Re: BUG #17949: Adding an index introduces serialisation anomalies.

From
Thomas Munro
Date:
On Mon, Jun 19, 2023 at 6:50 PM Thomas Munro <thomas.munro@gmail.com> wrote:
> ... or bitmap heapscan not checking for
> conflicts out comprehensively (xids on invisible tuples we scan), eg
> not fetching heap tuples for some short cut reason somewhere. ...

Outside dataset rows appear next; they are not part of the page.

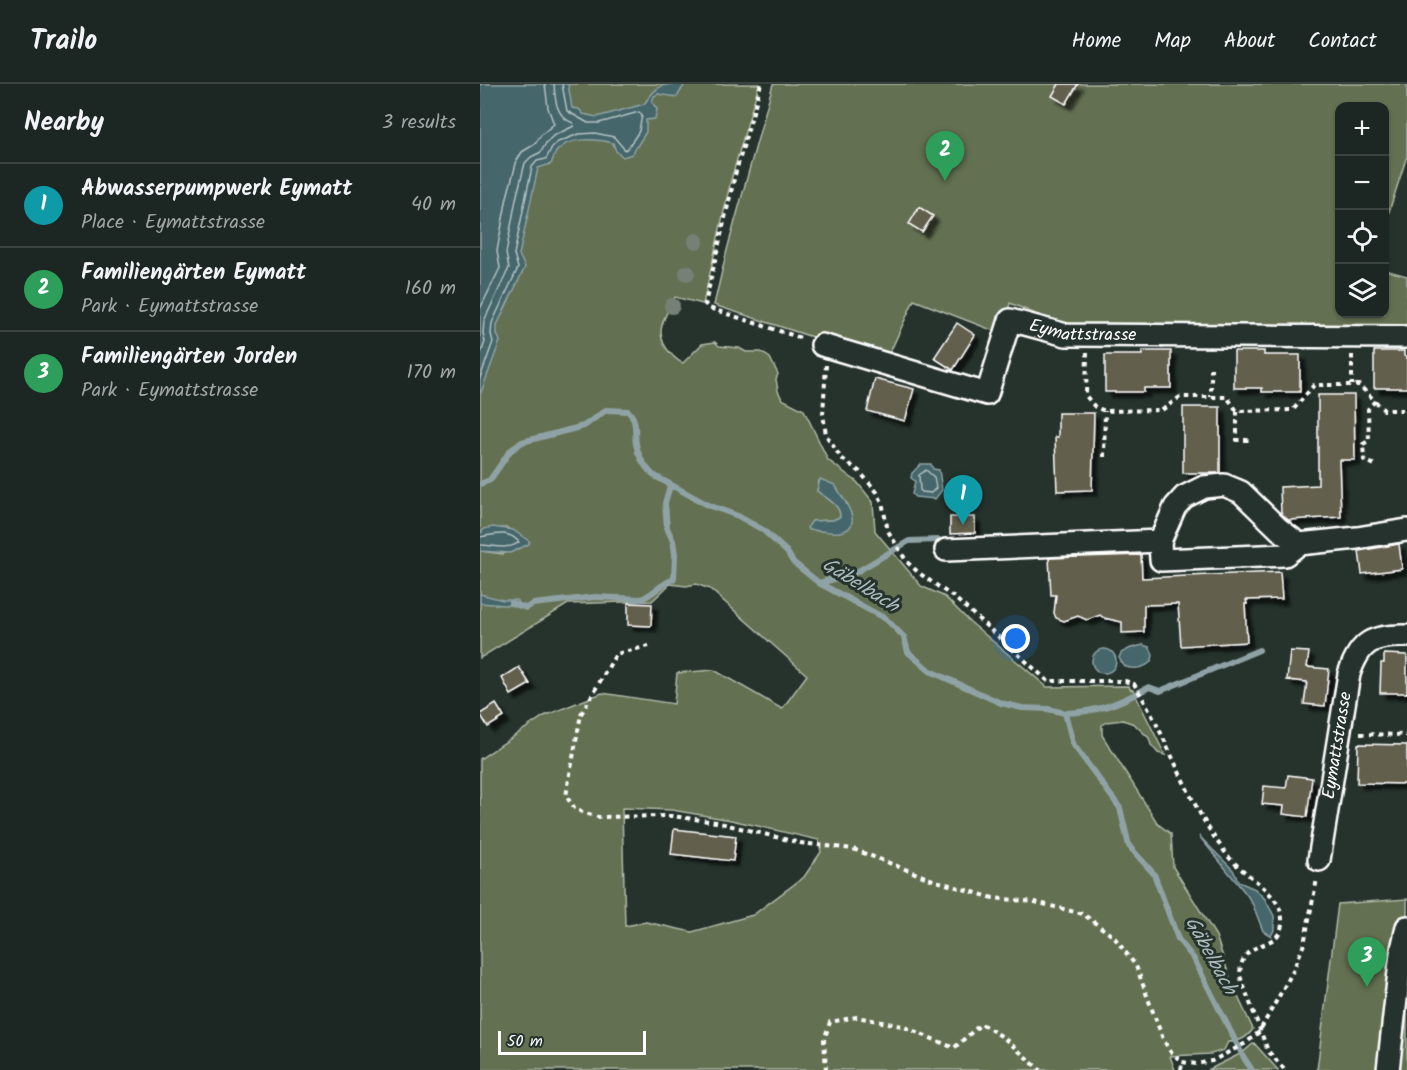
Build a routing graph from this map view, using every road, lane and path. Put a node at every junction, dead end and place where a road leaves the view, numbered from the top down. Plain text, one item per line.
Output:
1 (761, 84) edge
2 (1087, 335) junction
3 (1352, 337) junction
4 (1407, 337) edge
5 (825, 346) junction
6 (1211, 369) dead end
7 (1352, 385) junction
8 (1211, 397) junction
9 (1375, 401) junction
10 (1105, 411) junction
11 (1238, 411) junction
12 (1407, 411) edge
13 (1250, 440) dead end
14 (1104, 458) dead end
15 (1377, 466) dead end
16 (1407, 530) edge
17 (1160, 541) junction
18 (1299, 544) junction
19 (946, 550) dead end
20 (1407, 636) edge
21 (649, 646) dead end
22 (1353, 734) dead end
23 (1407, 735) edge
24 (1319, 860) joint
25 (1407, 927) edge
26 (1259, 1032) junction
27 (1182, 1062) junction
28 (826, 1070) edge
29 (1040, 1070) edge
30 (1180, 1070) edge
31 (1285, 1070) edge
32 (1388, 1070) edge

1 - 5 path
2 - 3 street, Eymattstrasse
2 - 5 street, Eymattstrasse
2 - 10 path
3 - 4 street, Eymattstrasse
3 - 7 path
5 - 26 path
6 - 8 path
7 - 9 path
7 - 11 path
8 - 10 path
8 - 11 path
9 - 12 path
9 - 15 path
10 - 14 path
11 - 13 path
16 - 18 street
17 - 18 street
17 - 18 street
17 - 19 street
20 - 24 street, Eymattstrasse
21 - 27 path
22 - 23 path
24 - 26 path
25 - 32 street
26 - 27 path
26 - 31 path
27 - 30 path
28 - 29 path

Ahh, here's such a place.  I can't reproduce it with the patch already
posted + this check commented out.

--- a/src/backend/access/heap/heapam_handler.c
+++ b/src/backend/access/heap/heapam_handler.c
@@ -2127,16 +2127,18 @@ heapam_scan_bitmap_next_block(TableScanDesc scan,

        hscan->rs_cindex = 0;
        hscan->rs_ntuples = 0;

+#if 0
        /*
         * Ignore any claimed entries past what we think is the end of the
         * relation. It may have been extended after the start of our scan (we
         * only hold an AccessShareLock, and it could be inserts from this
         * backend).
         */
        if (block >= hscan->rs_nblocks)
                return false;
+#endif



Re: BUG #17949: Adding an index introduces serialisation anomalies.

From
Dmitry Dolgov
Date:
> On Mon, Jun 19, 2023 at 09:30:12PM +1200, Thomas Munro wrote:
> On Mon, Jun 19, 2023 at 6:50 PM Thomas Munro <thomas.munro@gmail.com> wrote:
> > ... or bitmap heapscan not checking for
> > conflicts out comprehensively (xids on invisible tuples we scan), eg
> > not fetching heap tuples for some short cut reason somewhere. ...
>
> Ahh, here's such a place.  I can't reproduce it with the patch already
> posted + this check commented out.
>
> --- a/src/backend/access/heap/heapam_handler.c
> +++ b/src/backend/access/heap/heapam_handler.c
> @@ -2127,16 +2127,18 @@ heapam_scan_bitmap_next_block(TableScanDesc scan,
>
>         hscan->rs_cindex = 0;
>         hscan->rs_ntuples = 0;
>
> +#if 0
>         /*
>          * Ignore any claimed entries past what we think is the end of the
>          * relation. It may have been extended after the start of our scan (we
>          * only hold an AccessShareLock, and it could be inserts from this
>          * backend).
>          */
>         if (block >= hscan->rs_nblocks)
>                 return false;
> +#endif

Great, thanks! Can confirm, after applying both the posted patch and the
change above the issue is not reproducible anymore.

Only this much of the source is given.